▶ **The data**:
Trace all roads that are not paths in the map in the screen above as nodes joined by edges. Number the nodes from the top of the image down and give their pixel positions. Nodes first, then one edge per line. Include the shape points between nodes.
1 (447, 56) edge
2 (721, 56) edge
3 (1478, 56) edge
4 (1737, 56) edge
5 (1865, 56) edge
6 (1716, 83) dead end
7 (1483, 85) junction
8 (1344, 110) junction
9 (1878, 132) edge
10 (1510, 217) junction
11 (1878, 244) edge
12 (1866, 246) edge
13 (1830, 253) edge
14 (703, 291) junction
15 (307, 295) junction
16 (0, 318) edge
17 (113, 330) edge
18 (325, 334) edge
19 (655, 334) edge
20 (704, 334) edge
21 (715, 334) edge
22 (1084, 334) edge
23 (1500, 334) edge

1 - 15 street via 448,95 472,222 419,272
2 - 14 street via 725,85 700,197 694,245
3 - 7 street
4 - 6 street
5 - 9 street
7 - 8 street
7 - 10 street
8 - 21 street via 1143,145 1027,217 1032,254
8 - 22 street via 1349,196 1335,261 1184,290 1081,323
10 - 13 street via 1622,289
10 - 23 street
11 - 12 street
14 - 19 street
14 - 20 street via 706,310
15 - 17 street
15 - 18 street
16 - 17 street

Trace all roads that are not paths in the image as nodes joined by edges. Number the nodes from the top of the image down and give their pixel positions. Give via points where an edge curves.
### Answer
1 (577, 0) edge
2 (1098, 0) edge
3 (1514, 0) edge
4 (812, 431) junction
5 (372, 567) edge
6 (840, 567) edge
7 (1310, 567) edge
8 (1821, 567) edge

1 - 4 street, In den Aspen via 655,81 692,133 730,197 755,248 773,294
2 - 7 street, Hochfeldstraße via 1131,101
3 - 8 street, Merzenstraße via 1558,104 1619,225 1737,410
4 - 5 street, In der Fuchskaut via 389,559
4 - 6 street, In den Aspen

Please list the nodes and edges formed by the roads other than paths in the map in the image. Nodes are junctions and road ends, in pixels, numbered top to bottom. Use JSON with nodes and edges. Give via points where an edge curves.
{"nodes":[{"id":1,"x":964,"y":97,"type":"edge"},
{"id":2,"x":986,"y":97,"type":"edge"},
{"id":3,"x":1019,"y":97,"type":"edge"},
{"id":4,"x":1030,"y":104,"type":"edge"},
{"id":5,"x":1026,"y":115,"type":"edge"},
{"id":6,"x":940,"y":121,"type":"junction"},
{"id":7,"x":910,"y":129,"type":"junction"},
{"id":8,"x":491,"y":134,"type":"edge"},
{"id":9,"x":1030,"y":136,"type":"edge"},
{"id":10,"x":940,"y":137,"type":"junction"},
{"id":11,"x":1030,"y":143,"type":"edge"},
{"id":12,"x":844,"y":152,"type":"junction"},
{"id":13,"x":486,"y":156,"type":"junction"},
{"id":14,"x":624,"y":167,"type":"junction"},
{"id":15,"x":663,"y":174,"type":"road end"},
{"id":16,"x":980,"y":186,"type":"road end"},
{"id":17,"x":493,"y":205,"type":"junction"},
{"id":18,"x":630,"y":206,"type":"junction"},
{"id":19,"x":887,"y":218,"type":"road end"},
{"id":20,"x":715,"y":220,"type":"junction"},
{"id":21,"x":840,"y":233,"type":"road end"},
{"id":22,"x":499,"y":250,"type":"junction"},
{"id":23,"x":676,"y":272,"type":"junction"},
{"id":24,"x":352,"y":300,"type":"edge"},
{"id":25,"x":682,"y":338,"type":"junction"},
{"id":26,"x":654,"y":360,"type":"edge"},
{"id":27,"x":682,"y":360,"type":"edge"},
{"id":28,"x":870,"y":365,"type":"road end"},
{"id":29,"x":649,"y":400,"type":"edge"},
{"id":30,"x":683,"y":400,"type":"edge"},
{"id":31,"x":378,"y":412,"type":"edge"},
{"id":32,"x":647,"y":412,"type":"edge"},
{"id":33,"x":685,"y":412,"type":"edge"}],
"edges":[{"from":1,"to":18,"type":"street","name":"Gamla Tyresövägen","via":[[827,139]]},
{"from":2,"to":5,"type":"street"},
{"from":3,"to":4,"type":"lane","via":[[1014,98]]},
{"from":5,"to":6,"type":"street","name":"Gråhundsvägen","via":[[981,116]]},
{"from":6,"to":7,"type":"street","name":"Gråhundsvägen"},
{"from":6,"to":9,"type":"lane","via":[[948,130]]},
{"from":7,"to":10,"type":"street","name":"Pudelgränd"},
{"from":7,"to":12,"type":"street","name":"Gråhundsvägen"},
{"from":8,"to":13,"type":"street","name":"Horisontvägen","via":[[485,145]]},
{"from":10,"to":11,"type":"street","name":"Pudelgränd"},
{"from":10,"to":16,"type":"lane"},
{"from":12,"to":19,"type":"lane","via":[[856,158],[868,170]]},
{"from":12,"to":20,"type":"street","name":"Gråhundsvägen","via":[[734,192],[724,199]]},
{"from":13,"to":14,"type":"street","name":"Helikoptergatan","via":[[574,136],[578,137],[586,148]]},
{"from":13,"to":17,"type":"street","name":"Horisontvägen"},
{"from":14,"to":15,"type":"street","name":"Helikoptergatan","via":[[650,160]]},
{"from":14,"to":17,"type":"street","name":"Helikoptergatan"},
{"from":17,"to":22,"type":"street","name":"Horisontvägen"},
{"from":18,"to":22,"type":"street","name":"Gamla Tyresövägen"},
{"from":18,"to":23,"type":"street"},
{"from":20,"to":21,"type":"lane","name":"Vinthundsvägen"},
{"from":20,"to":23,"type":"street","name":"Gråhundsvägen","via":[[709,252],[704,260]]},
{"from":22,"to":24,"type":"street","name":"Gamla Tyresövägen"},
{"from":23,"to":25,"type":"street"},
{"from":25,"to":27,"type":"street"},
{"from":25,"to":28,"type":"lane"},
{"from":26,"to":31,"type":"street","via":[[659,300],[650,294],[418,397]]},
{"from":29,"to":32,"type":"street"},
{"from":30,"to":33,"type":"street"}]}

▶ **Assignment**: Find every line above that contains the word "Gamla", and return each one.

▶ **Solution**:
"edges":[{"from":1,"to":18,"type":"street","name":"Gamla Tyresövägen","via":[[827,139]]},
{"from":18,"to":22,"type":"street","name":"Gamla Tyresövägen"},
{"from":22,"to":24,"type":"street","name":"Gamla Tyresövägen"},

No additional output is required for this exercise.